Freud to the World: Defense Mechanisms

What exactly IS a defense mechanism? It seems pretty self-explanatory, but it is necessary to differentiate between the "commonplace" use of the term and the "clinical" one. Typically people view defense mechanisms as traits that one exhibits when they are facing a specific trauma or loss, and this wouldn't be completely inaccurate, but defense mechanisms can come into play at any point in our everyday lives when our egos generally feel threatened.

But before we get into specific mechanisms, let's do some quick Psychoanalysis 101 and review Freud's structural model of the human psyche. There are three parts to it: the id, the ego, and the superego.

The id is basically your inner-child. It operates under what is known as "the pleasure principle." It is completely subconscious, and it is a selfish, petulant little shit who doesn't put up with any delay in gratification. Think of your average 3 year old. Or Paris Hilton. The id is generally an alcoholic and likes to come out and play after the fourth or fifth shot of tequila. The id is what likes to remove your clothes in public, drunk text all of your friends at 3 in the morning, and pee on the side of a building whenever a bathroom is not available and/or desirable.

The superego is your subconscious inner-parent, assuming your inner-parent is the type who doesn't let you smoke pot and have sex in his/her house. Otherwise that would be more like your id. But I'm not here to confuse you. Really, I'm not. Think of it more like your inner-priest. The non-molesting kind. The superego functions under the morality principle, and it teaches you the difference between right and wrong, etc. Generally, it tells you that killing the dumb motherfucker in front of you in the drive-thru (who ordered everything off the menu and paid in pennies) would be "wrong" because society generally frowns upon murder, no matter how much the ass-clown deserves it.

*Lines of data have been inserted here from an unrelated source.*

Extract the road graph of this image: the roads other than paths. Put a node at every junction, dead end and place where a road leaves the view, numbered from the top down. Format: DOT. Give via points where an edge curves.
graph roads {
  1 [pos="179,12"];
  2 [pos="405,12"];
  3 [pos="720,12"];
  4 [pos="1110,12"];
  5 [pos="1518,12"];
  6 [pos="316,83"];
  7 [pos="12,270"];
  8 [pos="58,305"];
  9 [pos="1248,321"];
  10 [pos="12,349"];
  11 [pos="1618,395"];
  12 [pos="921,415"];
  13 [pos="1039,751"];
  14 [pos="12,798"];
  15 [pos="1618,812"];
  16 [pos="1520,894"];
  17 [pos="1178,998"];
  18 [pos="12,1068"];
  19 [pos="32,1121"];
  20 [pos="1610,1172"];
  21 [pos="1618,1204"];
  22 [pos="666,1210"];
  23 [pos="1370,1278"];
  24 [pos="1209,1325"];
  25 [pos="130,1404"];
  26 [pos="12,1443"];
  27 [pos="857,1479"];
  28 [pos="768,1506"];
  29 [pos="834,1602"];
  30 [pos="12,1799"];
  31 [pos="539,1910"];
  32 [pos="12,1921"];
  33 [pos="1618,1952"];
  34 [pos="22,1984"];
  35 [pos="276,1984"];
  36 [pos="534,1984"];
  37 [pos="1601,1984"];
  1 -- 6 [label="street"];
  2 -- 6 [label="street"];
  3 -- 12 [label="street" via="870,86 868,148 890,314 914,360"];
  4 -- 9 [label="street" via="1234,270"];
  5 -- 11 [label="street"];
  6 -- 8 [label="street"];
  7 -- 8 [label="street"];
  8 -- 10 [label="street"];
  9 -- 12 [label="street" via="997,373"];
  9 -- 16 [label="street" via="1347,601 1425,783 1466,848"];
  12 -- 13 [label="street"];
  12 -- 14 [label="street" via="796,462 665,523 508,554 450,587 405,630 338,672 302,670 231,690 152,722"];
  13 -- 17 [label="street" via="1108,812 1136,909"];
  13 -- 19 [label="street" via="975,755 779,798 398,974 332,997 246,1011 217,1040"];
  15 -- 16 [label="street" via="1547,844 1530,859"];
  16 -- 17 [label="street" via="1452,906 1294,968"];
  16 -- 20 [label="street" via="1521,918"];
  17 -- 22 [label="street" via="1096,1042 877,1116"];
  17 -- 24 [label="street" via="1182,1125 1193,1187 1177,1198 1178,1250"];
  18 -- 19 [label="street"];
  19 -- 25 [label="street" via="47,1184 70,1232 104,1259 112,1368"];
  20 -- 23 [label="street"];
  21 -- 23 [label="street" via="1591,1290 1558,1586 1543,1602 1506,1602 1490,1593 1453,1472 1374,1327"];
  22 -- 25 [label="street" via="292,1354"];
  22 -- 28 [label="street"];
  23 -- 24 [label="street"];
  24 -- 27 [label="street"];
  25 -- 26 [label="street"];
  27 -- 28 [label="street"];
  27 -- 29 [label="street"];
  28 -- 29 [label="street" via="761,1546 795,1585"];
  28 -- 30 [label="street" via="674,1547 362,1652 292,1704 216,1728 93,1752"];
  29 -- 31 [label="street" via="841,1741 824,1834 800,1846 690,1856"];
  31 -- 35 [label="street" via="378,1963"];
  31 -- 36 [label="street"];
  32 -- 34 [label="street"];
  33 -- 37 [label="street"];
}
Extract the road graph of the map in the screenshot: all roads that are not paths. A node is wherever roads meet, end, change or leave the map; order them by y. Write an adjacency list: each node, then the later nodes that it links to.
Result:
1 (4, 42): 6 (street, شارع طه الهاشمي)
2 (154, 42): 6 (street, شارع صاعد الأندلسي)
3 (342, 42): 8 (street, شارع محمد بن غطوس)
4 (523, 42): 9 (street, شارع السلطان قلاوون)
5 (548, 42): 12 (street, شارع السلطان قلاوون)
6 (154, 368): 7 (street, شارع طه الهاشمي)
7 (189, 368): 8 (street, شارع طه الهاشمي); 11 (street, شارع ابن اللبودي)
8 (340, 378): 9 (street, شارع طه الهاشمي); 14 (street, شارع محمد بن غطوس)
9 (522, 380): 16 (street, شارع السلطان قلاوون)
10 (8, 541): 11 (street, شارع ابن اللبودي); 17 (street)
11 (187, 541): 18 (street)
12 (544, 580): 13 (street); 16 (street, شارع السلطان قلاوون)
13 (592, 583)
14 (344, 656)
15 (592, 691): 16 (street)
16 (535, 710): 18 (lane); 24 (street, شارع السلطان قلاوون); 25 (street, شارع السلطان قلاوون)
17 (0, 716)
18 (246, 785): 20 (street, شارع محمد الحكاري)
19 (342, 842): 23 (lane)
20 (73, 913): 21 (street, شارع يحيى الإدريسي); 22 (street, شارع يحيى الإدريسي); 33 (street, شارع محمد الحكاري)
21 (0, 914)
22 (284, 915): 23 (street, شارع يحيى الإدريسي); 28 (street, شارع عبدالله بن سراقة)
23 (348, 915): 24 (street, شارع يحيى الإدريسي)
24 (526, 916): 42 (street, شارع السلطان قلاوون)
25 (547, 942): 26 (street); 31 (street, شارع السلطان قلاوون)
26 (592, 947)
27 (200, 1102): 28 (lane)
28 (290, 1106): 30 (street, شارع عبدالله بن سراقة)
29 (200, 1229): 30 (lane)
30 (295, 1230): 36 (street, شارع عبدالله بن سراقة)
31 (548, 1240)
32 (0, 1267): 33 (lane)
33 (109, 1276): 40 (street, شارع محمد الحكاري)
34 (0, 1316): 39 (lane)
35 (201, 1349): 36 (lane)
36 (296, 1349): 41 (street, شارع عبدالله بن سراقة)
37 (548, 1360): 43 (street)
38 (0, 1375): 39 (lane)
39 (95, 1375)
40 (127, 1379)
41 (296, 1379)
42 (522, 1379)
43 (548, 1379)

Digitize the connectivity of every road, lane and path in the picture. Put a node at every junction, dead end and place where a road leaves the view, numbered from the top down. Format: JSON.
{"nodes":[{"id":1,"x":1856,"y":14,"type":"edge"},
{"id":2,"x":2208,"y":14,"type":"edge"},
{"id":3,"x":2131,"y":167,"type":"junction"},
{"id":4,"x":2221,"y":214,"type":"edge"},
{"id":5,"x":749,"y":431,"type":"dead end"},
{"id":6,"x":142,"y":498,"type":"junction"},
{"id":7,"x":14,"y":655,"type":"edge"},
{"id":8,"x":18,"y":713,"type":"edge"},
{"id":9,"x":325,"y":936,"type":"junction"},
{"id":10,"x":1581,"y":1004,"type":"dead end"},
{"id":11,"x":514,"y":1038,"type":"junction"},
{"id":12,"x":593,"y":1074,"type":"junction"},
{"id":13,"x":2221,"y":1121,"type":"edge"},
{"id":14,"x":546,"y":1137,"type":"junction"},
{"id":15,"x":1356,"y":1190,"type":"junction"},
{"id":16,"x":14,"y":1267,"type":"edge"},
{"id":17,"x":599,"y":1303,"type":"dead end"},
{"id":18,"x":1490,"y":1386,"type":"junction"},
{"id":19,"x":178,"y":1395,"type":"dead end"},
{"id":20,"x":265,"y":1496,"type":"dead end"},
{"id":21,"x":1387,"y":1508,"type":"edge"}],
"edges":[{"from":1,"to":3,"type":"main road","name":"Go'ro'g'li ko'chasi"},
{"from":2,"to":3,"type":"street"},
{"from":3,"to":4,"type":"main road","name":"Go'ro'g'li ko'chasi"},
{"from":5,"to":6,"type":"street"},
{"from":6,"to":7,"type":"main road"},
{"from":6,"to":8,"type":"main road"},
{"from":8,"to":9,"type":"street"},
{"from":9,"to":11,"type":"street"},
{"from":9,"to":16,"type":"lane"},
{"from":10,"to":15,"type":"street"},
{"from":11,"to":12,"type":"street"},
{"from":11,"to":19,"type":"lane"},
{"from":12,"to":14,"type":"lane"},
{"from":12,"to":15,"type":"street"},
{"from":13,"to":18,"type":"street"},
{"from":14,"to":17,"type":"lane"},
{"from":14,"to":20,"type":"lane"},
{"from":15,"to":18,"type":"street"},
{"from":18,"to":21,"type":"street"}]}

The ego is the fun little moderator between the id and the superego who rests just beneath your consciousness. It generally likes to seek compromise between the warring factions of "fun vs boring" in your subconscious. It likes to tell you: "I understand you're a hungover piece of crap today and all you want to do eat is an entire poundcake and watch re-runs of Mythbusters instead of cleaning your house and going for a jog, but perhaps you should limit yourself to one slice of poundcake, load your dishwasher, and maybe walk up the street to at least get your mail." Or maybe something like this: "Hey, you might be really pissed off at your husband for cheating on you and you really really want to put rat poison in his coffee and take his life insurance, but it might be better to just slash his tires and file for divorce instead." This is what we call the reality principle.

So defense mechanisms are what come into play when those above components of the human psyche come into conflict with one another. Your ego (i.e. your reality) feels threatened by some unpleasant bit of business, and your id or your superego decide to go to bat for you to make you feel better. There are a lot of defense mechanisms listed in various psychology textbooks, but I'm only going to highlight the more common ones. If you want to know more, take a freakin class.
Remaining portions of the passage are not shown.